Where does the string "compass" appear in the listing below? Copy every line where it does.
---------- Source material ----------
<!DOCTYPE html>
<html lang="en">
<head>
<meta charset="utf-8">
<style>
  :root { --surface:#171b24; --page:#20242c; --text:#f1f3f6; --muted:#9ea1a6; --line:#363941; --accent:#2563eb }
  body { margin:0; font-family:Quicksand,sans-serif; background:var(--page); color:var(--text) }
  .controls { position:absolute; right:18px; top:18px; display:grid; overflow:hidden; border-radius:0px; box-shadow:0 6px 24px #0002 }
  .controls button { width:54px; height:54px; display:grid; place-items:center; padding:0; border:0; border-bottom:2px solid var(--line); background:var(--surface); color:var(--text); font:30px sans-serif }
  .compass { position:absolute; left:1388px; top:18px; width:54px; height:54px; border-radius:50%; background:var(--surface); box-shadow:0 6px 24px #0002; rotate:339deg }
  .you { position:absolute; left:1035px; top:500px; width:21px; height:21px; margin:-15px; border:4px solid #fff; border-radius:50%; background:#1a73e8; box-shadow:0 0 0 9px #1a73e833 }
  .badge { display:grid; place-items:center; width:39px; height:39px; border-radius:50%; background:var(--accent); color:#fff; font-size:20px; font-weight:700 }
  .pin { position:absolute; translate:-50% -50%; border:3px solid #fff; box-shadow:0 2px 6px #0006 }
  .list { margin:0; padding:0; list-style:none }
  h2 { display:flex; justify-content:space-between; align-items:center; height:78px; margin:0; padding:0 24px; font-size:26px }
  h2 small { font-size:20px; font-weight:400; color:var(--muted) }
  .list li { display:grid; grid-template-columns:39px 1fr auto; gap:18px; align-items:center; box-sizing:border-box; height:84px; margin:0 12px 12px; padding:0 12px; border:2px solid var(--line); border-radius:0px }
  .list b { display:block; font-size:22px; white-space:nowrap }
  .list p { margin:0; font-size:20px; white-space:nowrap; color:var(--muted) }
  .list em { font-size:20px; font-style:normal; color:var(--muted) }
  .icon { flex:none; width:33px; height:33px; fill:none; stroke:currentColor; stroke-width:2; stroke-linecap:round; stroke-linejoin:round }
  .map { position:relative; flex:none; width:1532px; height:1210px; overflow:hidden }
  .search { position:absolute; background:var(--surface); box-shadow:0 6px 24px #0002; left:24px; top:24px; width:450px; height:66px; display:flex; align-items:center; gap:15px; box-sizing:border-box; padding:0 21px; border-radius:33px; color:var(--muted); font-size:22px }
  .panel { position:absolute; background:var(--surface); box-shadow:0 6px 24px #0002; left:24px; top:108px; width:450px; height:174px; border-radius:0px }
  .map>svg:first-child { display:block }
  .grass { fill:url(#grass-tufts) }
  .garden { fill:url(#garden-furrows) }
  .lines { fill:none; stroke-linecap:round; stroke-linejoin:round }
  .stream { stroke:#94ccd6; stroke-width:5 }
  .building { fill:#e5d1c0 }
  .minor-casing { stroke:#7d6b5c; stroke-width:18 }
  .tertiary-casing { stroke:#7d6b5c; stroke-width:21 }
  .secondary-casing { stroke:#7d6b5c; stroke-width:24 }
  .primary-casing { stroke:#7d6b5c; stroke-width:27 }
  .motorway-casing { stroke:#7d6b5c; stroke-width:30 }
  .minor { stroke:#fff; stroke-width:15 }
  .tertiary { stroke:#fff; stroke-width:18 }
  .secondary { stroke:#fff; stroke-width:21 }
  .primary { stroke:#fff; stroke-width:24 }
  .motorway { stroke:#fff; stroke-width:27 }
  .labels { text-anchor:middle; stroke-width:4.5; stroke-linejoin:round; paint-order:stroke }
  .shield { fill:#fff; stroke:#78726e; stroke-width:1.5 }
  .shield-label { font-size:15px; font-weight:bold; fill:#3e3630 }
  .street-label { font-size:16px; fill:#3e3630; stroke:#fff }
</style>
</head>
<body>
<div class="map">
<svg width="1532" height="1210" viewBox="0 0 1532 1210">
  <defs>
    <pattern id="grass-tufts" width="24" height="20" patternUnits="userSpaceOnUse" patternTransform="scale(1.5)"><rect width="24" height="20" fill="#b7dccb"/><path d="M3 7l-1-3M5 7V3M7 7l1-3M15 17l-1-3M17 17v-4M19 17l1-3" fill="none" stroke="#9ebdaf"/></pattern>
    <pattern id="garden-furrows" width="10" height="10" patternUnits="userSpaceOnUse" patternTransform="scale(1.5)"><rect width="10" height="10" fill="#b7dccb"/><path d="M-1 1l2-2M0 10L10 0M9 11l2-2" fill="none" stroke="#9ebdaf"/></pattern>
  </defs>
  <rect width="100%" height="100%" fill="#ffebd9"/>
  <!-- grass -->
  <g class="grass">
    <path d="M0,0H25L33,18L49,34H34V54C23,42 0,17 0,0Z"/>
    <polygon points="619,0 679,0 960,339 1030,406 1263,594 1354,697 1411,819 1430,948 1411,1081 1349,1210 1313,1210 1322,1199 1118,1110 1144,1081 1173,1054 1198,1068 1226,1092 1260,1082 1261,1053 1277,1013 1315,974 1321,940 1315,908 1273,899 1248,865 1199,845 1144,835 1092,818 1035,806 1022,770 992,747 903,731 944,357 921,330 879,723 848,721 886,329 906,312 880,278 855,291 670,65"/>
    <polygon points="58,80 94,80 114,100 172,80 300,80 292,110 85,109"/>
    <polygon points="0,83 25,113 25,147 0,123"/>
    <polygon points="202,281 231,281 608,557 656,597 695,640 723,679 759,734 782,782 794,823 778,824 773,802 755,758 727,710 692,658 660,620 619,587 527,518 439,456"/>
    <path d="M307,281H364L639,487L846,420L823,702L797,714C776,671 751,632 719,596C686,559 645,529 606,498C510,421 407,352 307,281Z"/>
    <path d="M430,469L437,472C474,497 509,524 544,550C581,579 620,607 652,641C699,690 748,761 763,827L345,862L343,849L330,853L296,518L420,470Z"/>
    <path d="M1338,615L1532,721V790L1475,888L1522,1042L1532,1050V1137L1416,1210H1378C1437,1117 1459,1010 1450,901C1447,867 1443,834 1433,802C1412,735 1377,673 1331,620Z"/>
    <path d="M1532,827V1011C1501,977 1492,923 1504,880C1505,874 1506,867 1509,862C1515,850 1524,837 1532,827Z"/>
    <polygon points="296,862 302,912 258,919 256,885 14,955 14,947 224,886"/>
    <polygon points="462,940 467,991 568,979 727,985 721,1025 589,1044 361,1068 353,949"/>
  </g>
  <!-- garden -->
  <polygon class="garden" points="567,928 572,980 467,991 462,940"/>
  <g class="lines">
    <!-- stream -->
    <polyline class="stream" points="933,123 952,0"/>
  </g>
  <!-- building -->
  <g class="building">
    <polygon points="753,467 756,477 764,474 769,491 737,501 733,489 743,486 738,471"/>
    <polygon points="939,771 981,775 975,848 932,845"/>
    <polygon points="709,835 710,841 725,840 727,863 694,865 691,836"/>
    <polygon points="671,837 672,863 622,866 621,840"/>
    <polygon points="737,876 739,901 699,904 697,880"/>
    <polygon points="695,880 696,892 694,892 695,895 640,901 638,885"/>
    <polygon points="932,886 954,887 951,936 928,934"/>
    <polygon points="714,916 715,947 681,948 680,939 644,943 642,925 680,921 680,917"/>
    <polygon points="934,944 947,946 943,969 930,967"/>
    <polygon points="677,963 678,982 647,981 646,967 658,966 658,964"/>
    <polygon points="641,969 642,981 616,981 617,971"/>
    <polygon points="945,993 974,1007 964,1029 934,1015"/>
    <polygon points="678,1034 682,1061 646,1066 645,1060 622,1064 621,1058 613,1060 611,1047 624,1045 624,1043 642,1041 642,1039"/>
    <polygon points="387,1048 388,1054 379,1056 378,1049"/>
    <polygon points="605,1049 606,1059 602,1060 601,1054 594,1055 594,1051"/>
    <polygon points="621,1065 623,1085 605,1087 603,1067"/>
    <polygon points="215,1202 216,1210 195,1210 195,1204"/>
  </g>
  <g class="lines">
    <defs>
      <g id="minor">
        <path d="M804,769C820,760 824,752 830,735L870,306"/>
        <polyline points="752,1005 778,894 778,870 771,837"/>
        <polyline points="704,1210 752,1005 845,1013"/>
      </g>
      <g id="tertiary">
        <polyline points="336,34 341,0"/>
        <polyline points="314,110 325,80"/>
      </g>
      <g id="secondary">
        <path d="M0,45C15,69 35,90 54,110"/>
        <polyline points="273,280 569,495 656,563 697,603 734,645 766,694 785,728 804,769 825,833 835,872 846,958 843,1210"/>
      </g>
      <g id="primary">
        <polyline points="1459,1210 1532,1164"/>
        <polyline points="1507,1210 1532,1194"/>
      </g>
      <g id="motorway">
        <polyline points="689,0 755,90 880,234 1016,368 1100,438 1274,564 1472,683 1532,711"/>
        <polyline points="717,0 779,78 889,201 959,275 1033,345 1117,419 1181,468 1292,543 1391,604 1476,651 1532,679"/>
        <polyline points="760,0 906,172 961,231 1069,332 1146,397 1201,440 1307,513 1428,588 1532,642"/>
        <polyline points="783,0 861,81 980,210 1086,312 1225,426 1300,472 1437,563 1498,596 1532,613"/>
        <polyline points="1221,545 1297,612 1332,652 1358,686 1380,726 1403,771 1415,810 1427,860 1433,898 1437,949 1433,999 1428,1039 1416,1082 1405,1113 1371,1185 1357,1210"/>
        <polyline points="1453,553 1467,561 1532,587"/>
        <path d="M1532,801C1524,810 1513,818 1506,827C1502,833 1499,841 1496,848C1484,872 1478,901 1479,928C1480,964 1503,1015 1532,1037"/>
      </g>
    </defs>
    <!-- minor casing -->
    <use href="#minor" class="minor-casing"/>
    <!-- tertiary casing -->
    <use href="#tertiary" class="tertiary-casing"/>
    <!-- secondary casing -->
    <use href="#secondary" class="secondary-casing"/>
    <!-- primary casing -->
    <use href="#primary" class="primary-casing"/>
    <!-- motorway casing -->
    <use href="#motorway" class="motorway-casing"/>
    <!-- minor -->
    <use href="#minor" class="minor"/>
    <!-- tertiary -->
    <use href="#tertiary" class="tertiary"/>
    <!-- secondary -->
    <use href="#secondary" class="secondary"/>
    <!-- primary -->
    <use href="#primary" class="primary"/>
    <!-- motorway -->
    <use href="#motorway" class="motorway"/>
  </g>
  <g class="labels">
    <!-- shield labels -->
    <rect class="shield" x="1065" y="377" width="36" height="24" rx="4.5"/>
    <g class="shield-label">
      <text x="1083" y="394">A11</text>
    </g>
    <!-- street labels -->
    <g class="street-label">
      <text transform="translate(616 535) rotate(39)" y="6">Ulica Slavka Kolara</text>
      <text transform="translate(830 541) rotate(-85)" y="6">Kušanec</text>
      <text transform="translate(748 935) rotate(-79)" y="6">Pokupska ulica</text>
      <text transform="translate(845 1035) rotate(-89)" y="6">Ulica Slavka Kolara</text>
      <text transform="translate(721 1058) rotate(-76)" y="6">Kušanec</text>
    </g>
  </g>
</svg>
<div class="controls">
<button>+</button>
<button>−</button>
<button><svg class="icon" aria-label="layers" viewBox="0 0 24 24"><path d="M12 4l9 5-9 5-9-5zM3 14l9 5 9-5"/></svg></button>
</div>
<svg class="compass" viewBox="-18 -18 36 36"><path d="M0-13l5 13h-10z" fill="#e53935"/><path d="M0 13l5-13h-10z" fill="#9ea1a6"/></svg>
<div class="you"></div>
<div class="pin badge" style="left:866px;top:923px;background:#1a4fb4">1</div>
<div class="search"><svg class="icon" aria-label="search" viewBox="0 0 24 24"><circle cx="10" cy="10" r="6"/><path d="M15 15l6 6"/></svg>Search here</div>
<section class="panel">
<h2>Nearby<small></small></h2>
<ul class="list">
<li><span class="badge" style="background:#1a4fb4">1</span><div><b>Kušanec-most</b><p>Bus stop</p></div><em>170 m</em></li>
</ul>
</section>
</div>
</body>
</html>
----------
▶ Exercise answer:
  .compass { position:absolute; left:1388px; top:18px; width:54px; height:54px; border-radius:50%; background:var(--surface); box-shadow:0 6px 24px #0002; rotate:339deg }
<svg class="compass" viewBox="-18 -18 36 36"><path d="M0-13l5 13h-10z" fill="#e53935"/><path d="M0 13l5-13h-10z" fill="#9ea1a6"/></svg>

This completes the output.